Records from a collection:
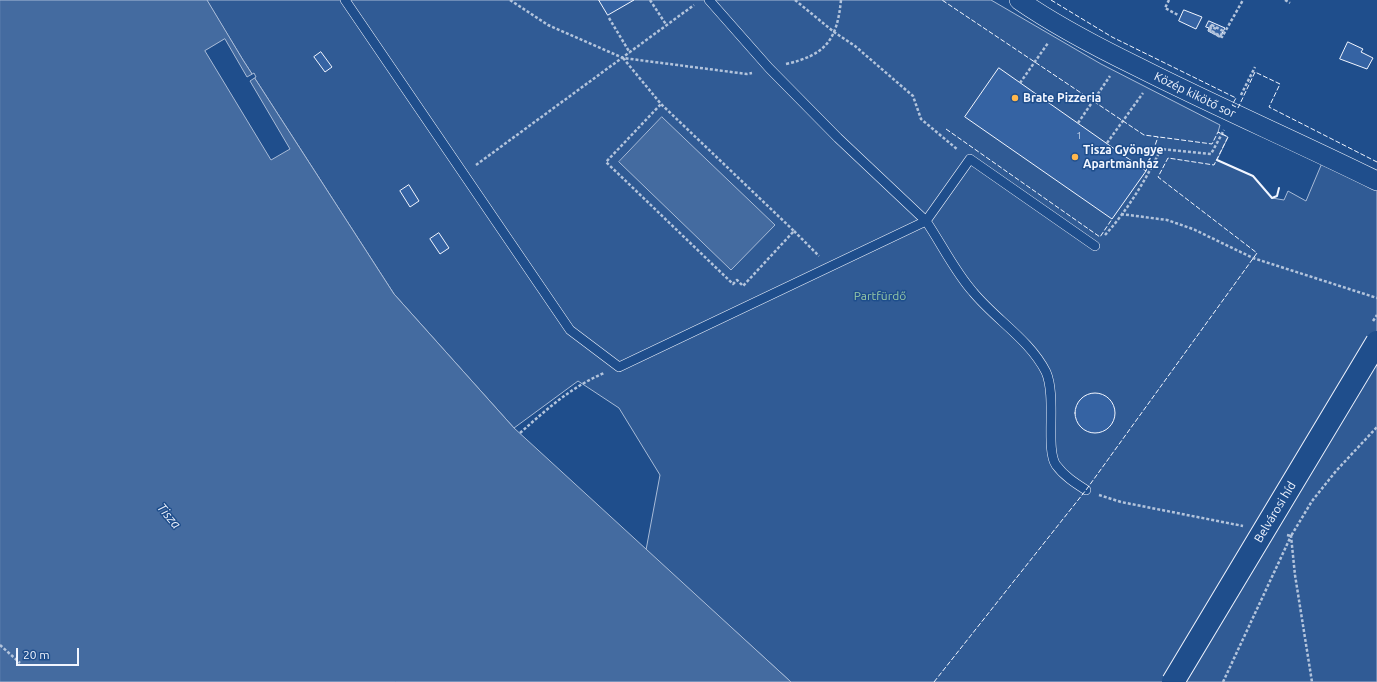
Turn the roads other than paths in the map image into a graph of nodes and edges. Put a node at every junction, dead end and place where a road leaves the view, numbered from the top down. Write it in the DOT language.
graph roads {
  1 [pos="345,0"];
  2 [pos="709,0"];
  3 [pos="1019,0"];
  4 [pos="1377,181"];
  5 [pos="926,221"];
  6 [pos="1095,246"];
  7 [pos="1377,342"];
  8 [pos="1086,490"];
  9 [pos="1173,682"];
  1 -- 5 [label="lane"];
  2 -- 5 [label="lane"];
  3 -- 4 [label="street, Közép kikötő sor"];
  5 -- 6 [label="lane"];
  5 -- 8 [label="lane"];
  7 -- 9 [label="street, Belvárosi híd, bridge"];
}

What is needed:
Could you output all of the records exactly, without their pictures?

Output of the task:
Turn the roads other than paths in the map image into a graph of nodes and edges. Put a node at every junction, dead end and place where a road leaves the view, numbered from the top down. Write it in the DOT language.
graph roads {
  1 [pos="345,0"];
  2 [pos="709,0"];
  3 [pos="1019,0"];
  4 [pos="1377,181"];
  5 [pos="926,221"];
  6 [pos="1095,246"];
  7 [pos="1377,342"];
  8 [pos="1086,490"];
  9 [pos="1173,682"];
  1 -- 5 [label="lane"];
  2 -- 5 [label="lane"];
  3 -- 4 [label="street, Közép kikötő sor"];
  5 -- 6 [label="lane"];
  5 -- 8 [label="lane"];
  7 -- 9 [label="street, Belvárosi híd, bridge"];
}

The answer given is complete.